Tom Petty and The Heartbreakers released their first album in 1976. On reflection 18 years later, Tom remarked, "I like a lot of that whole first album today. I still think it's a really good collection of songs. Some of it sounds kind of naïve and silly, but it just adds to the charm to me personally...I’ve certainly seen a lot more of life...You have to live life in order to write songs."

Of music, Tom confessed, "...I was consumed by rock and roll as a kid. It was the only thing I had any interest in...I have to force myself sometimes to do other things so I won’t be a total bore. I think it must have been my total preoccupation with music that kept me going during those times when nothing seemed to be happening...Rock and roll came over me like a fever that I never got rid of, consumed me like a poison – completely consumed me to where I can honestly say I didn’t think of anything else. It was all I could do, think or anything."

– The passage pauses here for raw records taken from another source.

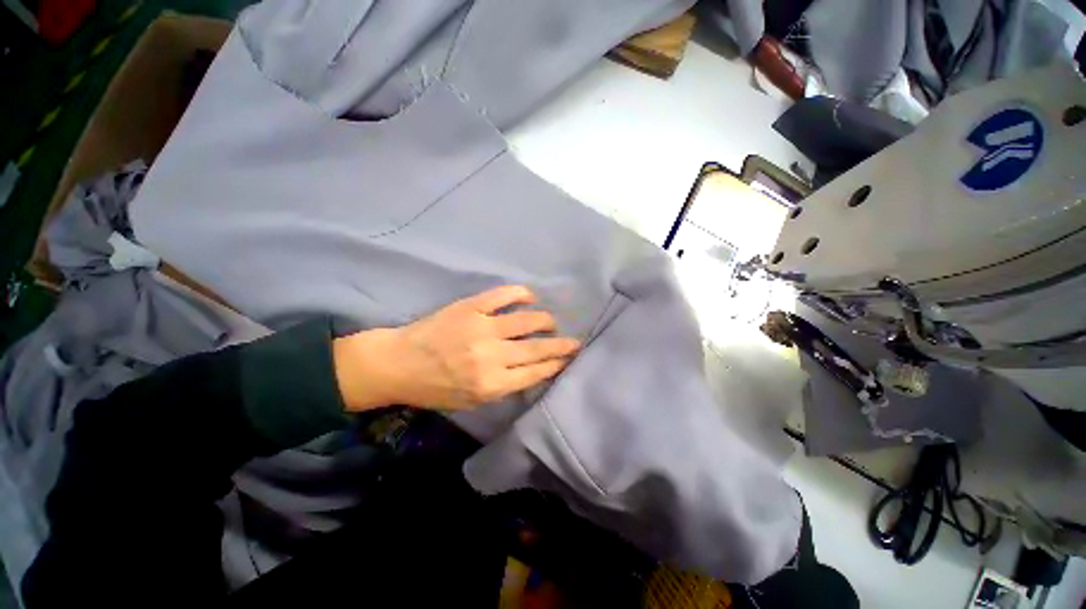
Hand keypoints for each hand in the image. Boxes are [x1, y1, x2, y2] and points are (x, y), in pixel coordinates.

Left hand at [333, 286, 580, 411]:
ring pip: (527, 320)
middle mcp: (492, 357)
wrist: (398, 363)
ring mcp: (482, 328)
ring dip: (545, 320)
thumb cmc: (435, 388)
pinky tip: (530, 297)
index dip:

"You’ve got to play live," drummer Stan Lynch believed. "You hear people talking about how they hate the road and want to just make videos or movies, but I can’t see it. There’s something that can only happen when you get an audience and a band together. With a video it’s safe. But when you go on stage, it can be either a great night or a disaster. It’s something everyone there remembers. You’re part of something special."

In 1987, Tom and The Heartbreakers  recorded more than 24 songs over one month for the 'Let Me Up' album. "It was effortless," Tom remembered, "We came up with a song a day. I thought it must be trash since it came so easily, but as we went on we realized we were making a great album. The rules of the session were when the first guy gets there you roll tape until the last guy’s gone, so some of these songs were being written as the tape was running. That’s why I had to fade so many songs up and out, because there weren’t real beginnings and endings. It was all live tracking." On reflection 20 years later, he admitted, "There's something special about this group of people. I treasure it now because one link in the chain gone can make it all go away."

In 1988, he formed the band Traveling Wilburys with George Harrison, Bob Dylan and Roy Orbison, "I felt maybe, in a way, some cosmic way, that was given to me..." It all started on Thanksgiving Day 1987, "So I’m at the traffic light, and I look over to my left, and there’s Jeff Lynne, who I’d only just recently seen in England. So I honked my horn, and he turned around, and we pulled over.....Jeff and George both started to come to my house a lot and we'd just sit around and play...It was very refreshing."

Of Bob, Tom made the observation, "It’s funny but people still attach a lot of mystery to Bob…I mean, Dylan's just a guy like anybody else – except he's a guy who has something to say. And he has a personality that makes it his own. There's not many people that can walk into a room of 20,000, stare at them and get their attention. That’s not an easy trick." Of his songs Bob made known, "Every song I sing is a protest song. You know, everybody sees a different message. I guess, so you have to figure out what it is. It’s like looking at a painting and everybody sees something different."

Tom theorized in 2006, "All the craft I've picked up and all the life experience I've had rolled into a place where making records is easier. If I get an idea, I know how to put it down. When I was a kid, that was the struggle. Now I can do what rolls through my head without a lot of effort. It validates the idea of being in rock and roll when you're 55."